Les initiatives en «corporate venture» (activité de capital risque de sociétés non financières) sont suffisamment rares pour être soulignées. Schneider Electric et Alstom viennent de lancer un fonds commun de placement à risque (FCPR) qui investira en Europe dans les secteurs de l'énergie et de l'environnement.

Lors du premier closing effectué ce mois-ci, Schneider a apporté 40 millions d'euros et Alstom 30 millions au véhicule, nommé Aster 2. Mais ils cherchent à attirer d'autres souscripteurs industriels (des discussions sont en cours), voire financiers. La limite est fixée à 150 millions d'euros.

La gestion sera assurée par l'équipe de Schneider Electric Ventures, fondée en 2000 ; celle-ci avait lancé un premier FCPR de 50 millions, baptisé SEV 1, en 2002. Elle a été rebaptisée Aster Capital et a accueilli deux professionnels issus d'Alstom. La société compte sept gérants (dont deux en Asie). Elle va en outre ouvrir son capital à Alstom – et fera de même avec tout nouveau souscripteur dans Aster 2.

Cette initiative résulte d'une volonté de mutualisation, alors que le corporate venture n'a jamais pu redécoller depuis l'éclatement de la bulle internet. Selon Thomson Reuters, les sommes levées dans le monde ont atteint 3,7 milliards de dollars en 2009, contre 15,2 milliards en 2000 – ,environ 10% de la collecte totale du capital-risque.

A l'époque, Dassault Systèmes et Thales étaient considérés comme les acteurs principaux en France. Ils font moins parler d'eux aujourd'hui. «La crise de 2008-2009 n'a pas constitué la meilleure période pour lancer un fonds. Le corporate venture a suscité beaucoup d'intérêt de la part des groupes industriels, mais peu d'intentions se sont concrétisées pour l'instant», explique Jean-Marc Bally, general partner d'Aster Capital.

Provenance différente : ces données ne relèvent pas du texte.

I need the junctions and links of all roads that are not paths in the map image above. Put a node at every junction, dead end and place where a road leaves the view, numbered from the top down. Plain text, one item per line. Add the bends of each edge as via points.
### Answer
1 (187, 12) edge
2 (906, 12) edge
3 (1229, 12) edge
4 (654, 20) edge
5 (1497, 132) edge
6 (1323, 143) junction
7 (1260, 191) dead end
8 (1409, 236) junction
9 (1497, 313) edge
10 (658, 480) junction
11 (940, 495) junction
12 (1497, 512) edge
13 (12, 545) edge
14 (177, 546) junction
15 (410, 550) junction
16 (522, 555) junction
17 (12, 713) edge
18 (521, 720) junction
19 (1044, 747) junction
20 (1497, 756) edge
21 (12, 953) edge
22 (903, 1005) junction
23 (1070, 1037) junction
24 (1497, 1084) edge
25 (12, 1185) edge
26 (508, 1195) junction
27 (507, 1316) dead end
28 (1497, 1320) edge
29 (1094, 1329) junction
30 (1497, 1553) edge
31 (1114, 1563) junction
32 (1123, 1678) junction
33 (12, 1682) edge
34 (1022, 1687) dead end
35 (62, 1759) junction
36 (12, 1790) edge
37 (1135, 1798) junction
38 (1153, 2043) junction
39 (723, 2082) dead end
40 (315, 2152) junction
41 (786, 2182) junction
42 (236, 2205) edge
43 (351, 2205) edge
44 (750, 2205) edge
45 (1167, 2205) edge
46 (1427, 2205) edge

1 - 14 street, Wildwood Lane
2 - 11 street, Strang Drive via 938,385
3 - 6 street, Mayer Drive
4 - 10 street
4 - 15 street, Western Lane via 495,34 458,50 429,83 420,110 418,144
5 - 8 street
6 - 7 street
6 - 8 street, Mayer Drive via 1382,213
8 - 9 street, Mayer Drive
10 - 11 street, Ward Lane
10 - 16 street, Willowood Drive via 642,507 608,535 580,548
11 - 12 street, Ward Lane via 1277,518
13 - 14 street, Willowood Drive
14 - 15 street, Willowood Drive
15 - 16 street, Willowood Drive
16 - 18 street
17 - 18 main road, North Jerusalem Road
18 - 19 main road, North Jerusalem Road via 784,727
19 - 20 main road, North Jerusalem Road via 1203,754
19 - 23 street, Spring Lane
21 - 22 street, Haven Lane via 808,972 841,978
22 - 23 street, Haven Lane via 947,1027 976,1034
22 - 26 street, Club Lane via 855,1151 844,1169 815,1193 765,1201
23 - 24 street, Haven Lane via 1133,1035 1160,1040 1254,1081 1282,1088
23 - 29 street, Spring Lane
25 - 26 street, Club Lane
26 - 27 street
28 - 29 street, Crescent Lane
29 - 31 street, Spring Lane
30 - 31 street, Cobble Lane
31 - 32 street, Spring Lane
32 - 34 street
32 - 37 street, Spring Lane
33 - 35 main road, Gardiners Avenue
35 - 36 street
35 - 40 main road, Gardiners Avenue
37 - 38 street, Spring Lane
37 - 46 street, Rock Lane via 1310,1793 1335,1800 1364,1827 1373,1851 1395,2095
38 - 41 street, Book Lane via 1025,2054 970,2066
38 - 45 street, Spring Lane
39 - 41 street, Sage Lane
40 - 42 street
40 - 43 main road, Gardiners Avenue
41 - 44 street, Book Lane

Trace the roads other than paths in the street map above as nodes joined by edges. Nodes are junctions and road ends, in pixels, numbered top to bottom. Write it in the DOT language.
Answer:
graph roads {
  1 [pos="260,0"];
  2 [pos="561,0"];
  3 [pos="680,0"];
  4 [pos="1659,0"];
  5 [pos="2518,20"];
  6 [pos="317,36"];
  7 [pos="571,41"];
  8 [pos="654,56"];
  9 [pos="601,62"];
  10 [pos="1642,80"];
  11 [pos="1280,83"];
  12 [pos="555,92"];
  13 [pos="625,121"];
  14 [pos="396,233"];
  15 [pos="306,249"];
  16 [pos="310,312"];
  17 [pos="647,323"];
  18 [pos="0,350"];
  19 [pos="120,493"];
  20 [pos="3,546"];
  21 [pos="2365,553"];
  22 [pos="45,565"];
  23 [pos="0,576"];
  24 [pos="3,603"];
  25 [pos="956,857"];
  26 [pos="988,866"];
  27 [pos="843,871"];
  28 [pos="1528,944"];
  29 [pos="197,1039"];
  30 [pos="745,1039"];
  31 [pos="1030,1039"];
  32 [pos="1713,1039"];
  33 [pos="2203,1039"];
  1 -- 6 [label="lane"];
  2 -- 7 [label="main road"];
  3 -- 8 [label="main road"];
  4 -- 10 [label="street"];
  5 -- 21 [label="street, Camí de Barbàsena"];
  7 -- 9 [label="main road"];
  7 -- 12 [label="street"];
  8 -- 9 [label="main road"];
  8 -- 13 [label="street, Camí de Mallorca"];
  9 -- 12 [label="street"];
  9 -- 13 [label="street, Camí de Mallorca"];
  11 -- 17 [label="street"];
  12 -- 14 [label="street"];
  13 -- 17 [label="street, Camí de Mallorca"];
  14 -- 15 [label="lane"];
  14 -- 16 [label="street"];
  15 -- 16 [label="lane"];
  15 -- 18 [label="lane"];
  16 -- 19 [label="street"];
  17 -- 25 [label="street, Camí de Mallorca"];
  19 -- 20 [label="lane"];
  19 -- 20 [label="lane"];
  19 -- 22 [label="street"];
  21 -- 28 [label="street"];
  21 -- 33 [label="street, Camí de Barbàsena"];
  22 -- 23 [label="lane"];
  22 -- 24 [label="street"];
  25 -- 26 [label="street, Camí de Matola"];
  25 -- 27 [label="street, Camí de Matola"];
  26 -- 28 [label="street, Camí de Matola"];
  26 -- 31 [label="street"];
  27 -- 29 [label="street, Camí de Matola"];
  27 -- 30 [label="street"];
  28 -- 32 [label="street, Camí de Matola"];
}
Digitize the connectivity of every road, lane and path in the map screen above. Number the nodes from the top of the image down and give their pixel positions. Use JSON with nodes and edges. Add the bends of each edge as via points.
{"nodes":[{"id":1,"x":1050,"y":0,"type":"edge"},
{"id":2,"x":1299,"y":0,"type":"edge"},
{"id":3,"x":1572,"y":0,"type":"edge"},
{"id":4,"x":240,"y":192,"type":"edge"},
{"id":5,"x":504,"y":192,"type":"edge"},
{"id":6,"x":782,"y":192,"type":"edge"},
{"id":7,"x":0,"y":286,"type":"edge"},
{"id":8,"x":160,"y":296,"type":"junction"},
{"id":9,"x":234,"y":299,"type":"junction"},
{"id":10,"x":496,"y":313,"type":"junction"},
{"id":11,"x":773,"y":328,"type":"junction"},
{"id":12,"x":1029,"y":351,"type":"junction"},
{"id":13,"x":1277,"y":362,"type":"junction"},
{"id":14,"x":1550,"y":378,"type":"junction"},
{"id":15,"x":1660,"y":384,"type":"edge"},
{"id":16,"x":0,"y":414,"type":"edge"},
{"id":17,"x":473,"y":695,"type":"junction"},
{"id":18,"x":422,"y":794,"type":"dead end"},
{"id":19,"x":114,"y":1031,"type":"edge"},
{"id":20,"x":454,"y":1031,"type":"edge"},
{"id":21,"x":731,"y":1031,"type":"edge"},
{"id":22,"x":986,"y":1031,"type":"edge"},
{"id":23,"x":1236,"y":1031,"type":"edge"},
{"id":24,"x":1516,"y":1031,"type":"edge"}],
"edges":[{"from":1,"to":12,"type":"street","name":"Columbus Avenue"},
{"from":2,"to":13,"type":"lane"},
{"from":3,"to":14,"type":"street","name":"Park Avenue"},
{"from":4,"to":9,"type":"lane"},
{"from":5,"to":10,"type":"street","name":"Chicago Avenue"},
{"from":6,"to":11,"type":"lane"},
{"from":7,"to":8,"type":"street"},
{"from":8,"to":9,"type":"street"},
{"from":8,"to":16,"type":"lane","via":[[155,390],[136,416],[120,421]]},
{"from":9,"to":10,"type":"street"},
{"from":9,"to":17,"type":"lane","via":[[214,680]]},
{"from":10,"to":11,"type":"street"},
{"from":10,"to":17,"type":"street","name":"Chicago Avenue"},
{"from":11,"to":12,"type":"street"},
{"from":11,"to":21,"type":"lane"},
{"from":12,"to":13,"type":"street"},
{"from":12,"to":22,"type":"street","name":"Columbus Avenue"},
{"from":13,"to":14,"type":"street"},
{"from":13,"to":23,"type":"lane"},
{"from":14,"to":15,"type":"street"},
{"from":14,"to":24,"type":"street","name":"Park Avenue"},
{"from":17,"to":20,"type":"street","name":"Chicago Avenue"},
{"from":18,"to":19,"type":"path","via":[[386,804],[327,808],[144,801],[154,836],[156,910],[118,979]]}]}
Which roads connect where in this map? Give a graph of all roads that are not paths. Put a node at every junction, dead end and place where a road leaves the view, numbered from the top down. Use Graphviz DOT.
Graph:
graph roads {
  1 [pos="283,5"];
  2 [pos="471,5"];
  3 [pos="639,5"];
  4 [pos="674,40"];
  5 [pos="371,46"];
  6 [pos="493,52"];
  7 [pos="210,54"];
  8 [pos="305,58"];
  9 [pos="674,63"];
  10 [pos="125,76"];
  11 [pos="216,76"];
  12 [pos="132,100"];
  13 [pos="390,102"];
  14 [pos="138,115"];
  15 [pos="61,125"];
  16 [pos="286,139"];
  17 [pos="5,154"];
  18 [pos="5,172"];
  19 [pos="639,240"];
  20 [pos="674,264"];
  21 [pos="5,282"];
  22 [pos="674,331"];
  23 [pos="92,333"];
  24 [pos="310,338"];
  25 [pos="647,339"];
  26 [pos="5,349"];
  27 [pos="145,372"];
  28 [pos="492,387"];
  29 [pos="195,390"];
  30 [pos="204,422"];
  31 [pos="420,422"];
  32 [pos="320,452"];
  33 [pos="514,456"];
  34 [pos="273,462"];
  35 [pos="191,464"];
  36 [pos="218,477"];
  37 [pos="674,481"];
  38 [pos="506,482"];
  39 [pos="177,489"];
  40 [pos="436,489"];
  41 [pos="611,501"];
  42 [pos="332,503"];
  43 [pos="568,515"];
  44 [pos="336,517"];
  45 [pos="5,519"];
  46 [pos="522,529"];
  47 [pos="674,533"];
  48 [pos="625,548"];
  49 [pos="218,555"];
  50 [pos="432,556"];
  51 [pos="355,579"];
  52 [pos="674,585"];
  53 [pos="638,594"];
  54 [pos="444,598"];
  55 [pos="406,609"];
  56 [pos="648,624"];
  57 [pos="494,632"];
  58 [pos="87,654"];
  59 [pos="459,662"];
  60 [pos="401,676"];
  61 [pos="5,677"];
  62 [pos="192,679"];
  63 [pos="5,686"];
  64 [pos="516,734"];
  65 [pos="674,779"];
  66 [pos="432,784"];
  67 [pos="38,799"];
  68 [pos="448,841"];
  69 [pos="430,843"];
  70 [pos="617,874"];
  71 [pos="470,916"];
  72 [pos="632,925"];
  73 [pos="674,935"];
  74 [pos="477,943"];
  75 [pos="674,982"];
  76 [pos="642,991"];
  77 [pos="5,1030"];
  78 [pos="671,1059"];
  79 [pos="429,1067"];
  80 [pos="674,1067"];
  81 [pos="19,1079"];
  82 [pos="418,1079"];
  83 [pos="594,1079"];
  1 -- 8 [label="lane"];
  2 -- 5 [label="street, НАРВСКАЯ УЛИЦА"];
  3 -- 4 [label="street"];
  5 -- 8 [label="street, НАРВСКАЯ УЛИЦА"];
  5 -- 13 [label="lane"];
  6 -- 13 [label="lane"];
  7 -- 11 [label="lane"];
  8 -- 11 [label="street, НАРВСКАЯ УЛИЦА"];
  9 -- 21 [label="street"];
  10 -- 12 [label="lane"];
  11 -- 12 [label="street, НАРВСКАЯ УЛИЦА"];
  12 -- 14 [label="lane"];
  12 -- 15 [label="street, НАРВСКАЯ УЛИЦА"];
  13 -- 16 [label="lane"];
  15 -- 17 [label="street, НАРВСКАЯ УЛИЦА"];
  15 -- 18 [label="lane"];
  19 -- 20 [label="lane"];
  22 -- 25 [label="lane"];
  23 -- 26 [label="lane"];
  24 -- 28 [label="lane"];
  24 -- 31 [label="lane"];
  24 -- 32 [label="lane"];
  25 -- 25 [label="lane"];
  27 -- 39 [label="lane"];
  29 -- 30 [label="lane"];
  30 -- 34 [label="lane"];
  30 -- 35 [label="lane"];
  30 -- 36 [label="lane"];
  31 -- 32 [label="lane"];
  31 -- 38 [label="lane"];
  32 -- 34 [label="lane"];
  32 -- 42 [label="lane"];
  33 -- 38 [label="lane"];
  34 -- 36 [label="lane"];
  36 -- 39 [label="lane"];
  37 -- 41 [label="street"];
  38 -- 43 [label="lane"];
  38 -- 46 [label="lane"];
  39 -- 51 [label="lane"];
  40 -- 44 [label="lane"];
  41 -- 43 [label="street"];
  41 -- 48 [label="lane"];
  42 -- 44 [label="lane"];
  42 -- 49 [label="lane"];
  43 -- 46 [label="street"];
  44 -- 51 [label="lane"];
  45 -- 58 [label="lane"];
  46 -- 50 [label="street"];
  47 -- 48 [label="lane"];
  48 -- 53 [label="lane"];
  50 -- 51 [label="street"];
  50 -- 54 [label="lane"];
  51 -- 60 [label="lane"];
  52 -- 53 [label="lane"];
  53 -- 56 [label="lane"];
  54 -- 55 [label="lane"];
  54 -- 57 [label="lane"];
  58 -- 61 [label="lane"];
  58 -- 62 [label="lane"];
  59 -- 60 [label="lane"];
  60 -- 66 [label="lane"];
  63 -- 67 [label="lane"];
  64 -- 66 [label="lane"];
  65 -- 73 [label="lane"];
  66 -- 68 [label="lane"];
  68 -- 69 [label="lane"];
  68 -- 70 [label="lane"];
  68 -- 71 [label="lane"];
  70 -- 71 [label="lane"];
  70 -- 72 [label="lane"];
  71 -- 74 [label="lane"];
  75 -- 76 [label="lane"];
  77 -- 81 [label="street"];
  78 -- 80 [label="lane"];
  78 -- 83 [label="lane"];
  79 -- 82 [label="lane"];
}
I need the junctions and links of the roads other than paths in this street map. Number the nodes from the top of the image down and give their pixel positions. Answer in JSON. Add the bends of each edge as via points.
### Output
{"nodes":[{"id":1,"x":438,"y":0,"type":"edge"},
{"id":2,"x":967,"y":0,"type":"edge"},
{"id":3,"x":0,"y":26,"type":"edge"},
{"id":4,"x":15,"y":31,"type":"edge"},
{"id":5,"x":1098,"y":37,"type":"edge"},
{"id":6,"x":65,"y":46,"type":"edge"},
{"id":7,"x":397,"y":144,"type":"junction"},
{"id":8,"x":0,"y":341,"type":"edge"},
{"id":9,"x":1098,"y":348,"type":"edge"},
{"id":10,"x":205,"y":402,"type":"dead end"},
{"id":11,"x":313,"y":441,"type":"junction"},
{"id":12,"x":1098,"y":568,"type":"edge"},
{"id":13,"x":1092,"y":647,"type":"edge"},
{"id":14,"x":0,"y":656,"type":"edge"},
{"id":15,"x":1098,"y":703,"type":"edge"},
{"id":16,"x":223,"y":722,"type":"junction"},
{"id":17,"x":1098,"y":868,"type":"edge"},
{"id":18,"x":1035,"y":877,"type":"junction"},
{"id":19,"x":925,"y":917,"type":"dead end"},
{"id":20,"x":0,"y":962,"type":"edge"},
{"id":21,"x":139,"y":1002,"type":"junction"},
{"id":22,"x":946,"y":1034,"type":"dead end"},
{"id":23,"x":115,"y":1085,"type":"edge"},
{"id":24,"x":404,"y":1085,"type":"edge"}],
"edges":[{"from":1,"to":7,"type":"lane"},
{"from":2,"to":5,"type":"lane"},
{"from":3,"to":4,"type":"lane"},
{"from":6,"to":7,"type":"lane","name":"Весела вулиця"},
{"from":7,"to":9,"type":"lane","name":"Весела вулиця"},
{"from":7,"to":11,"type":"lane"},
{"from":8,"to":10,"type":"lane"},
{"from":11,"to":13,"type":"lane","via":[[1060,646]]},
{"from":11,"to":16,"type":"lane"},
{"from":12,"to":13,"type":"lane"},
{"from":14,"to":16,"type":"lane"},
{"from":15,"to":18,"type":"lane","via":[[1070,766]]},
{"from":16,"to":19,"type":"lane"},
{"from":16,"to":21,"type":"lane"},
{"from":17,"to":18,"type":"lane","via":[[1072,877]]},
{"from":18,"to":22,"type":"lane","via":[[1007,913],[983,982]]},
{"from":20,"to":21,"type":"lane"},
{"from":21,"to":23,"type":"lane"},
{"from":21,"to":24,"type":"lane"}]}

Une telle initiative répond à un double objectif: «Nous nous attachons à sélectionner des sociétés portant des technologies suffisamment mûres pour mettre en place de coopérations [avec les souscripteurs] et nous assurer un retour sur investissement. Les jeunes sociétés sont à la recherche de clients, en même temps qu'elles peuvent apporter de nouvelles ouvertures aux groupes industriels», illustre Jean-Marc Bally. L'engouement des technologies vertes pourra-t-il relancer l'intérêt de telles initiatives ? Total Energy Venture International s'est distingué en avril dernier en acquérant l'américain Gevo.